The exhibits explore the struggles and triumphs of the immigrant experience, following their arduous journey to build a new life and community in Chicago. I will leave these photos to help tell their stories.
My second entry point into Chicago’s riches came via my studies in American Modernity and in particular through reading the wonderful novels of Theodore Dreiser. The heroine in Sister Carrie (1900) is interested in Chicago from the moment she steps off the train from Wisconsin, overwhelmed by the sheer scale of the place. Two important locations in the novel are still there!
Carrie tries to find work as a shop girl but glittering palaces like Marshall Field had no openings for ‘country bumpkins.’

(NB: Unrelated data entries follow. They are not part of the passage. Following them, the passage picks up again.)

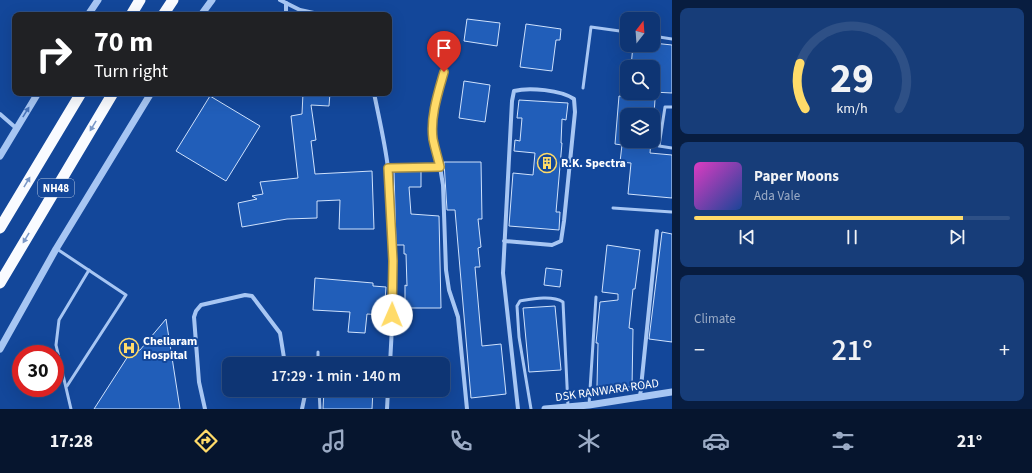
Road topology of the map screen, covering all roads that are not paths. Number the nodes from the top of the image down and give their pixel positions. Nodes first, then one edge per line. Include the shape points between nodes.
1 (98, 0) edge
2 (140, 0) edge
3 (173, 0) edge
4 (212, 0) edge
5 (280, 0) edge
6 (286, 3) junction
7 (90, 12) edge
8 (133, 12) edge
9 (165, 12) edge
10 (203, 12) edge
11 (286, 12) edge
12 (309, 12) edge
13 (620, 31) edge
14 (660, 37) edge
15 (672, 39) edge
16 (444, 72) dead end
17 (583, 88) dead end
18 (36, 96) edge
19 (79, 96) edge
20 (111, 96) edge
21 (149, 96) edge
22 (375, 96) edge
23 (672, 107) edge
24 (0, 114) edge
25 (16, 128) junction
26 (672, 148) edge
27 (0, 156) edge
28 (440, 167) junction
29 (388, 168) junction
30 (613, 208) dead end
31 (672, 212) edge
32 (0, 228) edge
33 (657, 231) dead end
34 (504, 241) junction
35 (56, 249) junction
36 (88, 270) junction
37 (0, 283) edge
38 (596, 297) dead end
39 (0, 349) edge
40 (318, 352) dead end
41 (284, 357) edge
42 (318, 357) edge
43 (390, 357) edge
44 (67, 386) junction
45 (672, 392) edge
46 (305, 397) edge
47 (319, 397) edge
48 (388, 397) edge
49 (640, 397) junction
50 (568, 407) junction
51 (589, 407) edge
52 (71, 409) edge
53 (205, 409) edge
54 (302, 409) edge
55 (320, 409) edge
56 (387, 409) edge
57 (467, 409) edge
58 (518, 409) edge
59 (531, 409) edge
60 (545, 409) edge

1 - 7 street
2 - 8 highway
3 - 9 highway
4 - 10 street
5 - 6 street
6 - 11 street
6 - 12 street
13 - 17 lane via 591,28
14 - 15 lane
16 - 28 street via 433,124 433,139
25 -> 18 street
32 -> 19 highway, NH48
20 -> 37 highway, NH48
21 - 35 street
22 - 29 street
23 - 26 lane via 665,107 659,146
24 - 25 street
25 - 27 street
28 - 29 street
28 - 57 street via 446,270 449,290 458,317
29 - 43 street via 393,261
30 - 31 lane
33 - 49 street
34 - 34 street via 514,91 523,89 567,94 574,99 575,112 561,241 552,245
34 - 58 street via 503,273
35 - 36 lane
35 - 39 street
36 - 44 lane via 58,320 56,345
36 - 44 lane via 126,295
38 - 51 lane
40 - 42 lane
41 - 53 street via 280,333 252,296 245,295 200,306 194,317 199,382
44 - 52 lane
45 - 49 street, DSK RANWARA ROAD
46 - 54 street
47 - 55 lane
48 - 56 street
49 - 51 street, DSK RANWARA ROAD
50 - 51 street, DSK RANWARA ROAD
50 - 59 lane via 562,302 557,298 520,301 517,306 519,336
50 - 60 street, DSK RANWARA ROAD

This was the very first restaurant in a department store and it is also the longest continuously-operating restaurant in the nation. There is a great story about Mrs Hering’s chicken pot pie and the girl in the Millinery department.
The Tiffany Ceiling
‘Visitors to the Macy’s store can’t help but look up when walking through the building’s first-floor cosmetics department—it provides a distant view of a shimmering vaulted ceiling that covers 6,000 square feet and comprises 1.6 million pieces of iridescent glass. The dome ceiling was designed by renowned glass artist Louis Comfort Tiffany (it’s the largest Tiffany mosaic in existence) and crafted by a group of 50 artisans who worked atop scaffolds for over 18 months to complete the project.’
In the novel, Carrie spends much time awaiting assignations with her admirers. I just had to find the ‘clock!’
‘According to legend, Marshall Field decided that this corner should have a clock after he discovered notes wedged in the corners of the store’s new glass plate windows that pinpointed times and places to meet friends, family members and business associates. Field determined that a clock could serve as a rendezvous spot for shoppers and also make them mindful of the time.’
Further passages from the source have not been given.